Mg =  psg_qwp @ psg_hpl
Ma = psa_hpl @ psa_qwp

Now we compute the mueller matrix of the total system Msys

[25]:
# reshape noisy array for matrix multiplication
M_noisy_broadcast = np.broadcast_to(M_noisy,[nmeas, *M_noisy.shape])
M_noisy_broadcast = np.moveaxis(M_noisy_broadcast,0,2)
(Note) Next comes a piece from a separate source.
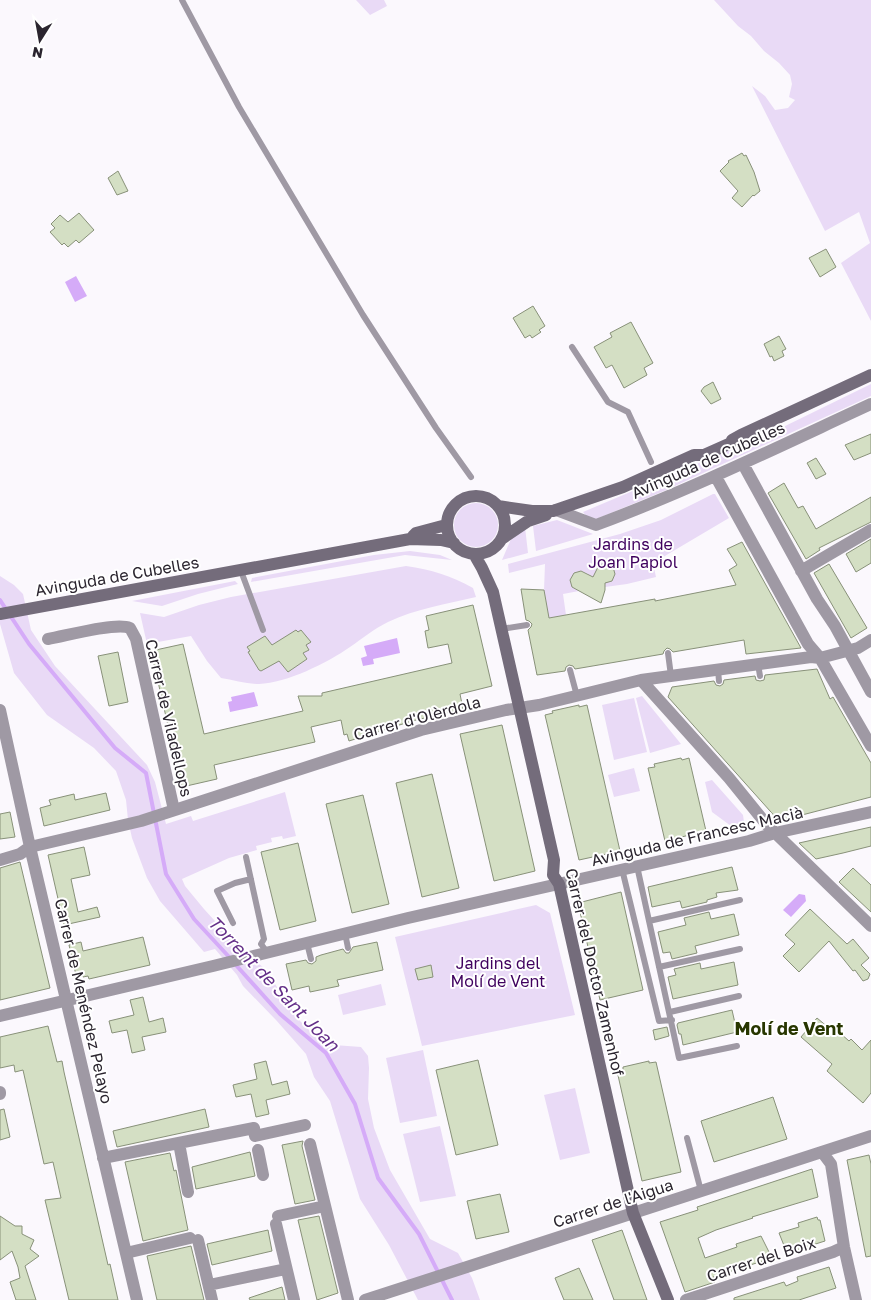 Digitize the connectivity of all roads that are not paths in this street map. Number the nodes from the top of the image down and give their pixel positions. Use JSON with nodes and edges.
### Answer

# compute the system Mueller matrix
Msys = Ma @ M_noisy_broadcast @ Mg

Since the first optic is a polarizer, it truly doesn’t matter what polarization is incident on Msys, it all gets converted to linear polarization. Consequently, we can consider multiplying Msys by a Stokes vector equal to \(S = [1, 0, 0, 0]\) to retrieve the measured flux. This means that we measure the top-left element of the Mueller Matrix \(M_{sys,0,0}\) or, in numpy…

[26]:
power_measured = Msys[...,0,0]

Now it’s time to hop over to katsu.polarimetry to retrieve the broadcasted_full_mueller_polarimetry function to see if we can retrieve a Mueller matrix from the measured power. This function takes in the angles that we rotate the PSG quarter wave plate at, the power measured, and the starting angles dictionary we defined above, to derive the Full Mueller matrix of the measurement.

[27]:
from katsu.polarimetry import full_mueller_polarimetry

t1 = perf_counter()
M_meas = full_mueller_polarimetry(thetas, power_measured, angular_increment=5, starting_angles=starting_angles)
print(perf_counter() - t1,'s to construct the Mueller Matrix')
3.1994751000020187 s to construct the Mueller Matrix

Great, so the data reduction part takes about 2 seconds to process 16k Mueller matrices over 26 measurements! We can get a visual sense of the difference between the injected M_noisy and retrieved M_meas by plotting their difference, which we do below:

[28]:
plot_square(M_noisy - M_meas, n=4, vmin=-5e-15, vmax=5e-15)
../../_images/notebooks_explanation_BroadcastedPolarimetry_23_0.png

Please note that the scale of these plots is on the order of \(\pm 10^{-15}\), meaning that we’ve recovered the Mueller matrix to femto-scale precision, which is essentially our machine precision.

[29]:
print('Machine Epsilon = ',np.finfo(float).eps)
Machine Epsilon =  2.220446049250313e-16

Of course, this precision means nothing in the presence of real noise sources so all we’ve learned is that katsu introduces a totally vectorized approach to Mueller polarimetry with absolutely no compromises to accuracy. In the next tutorial we will show how this can be applied in a laboratory setting.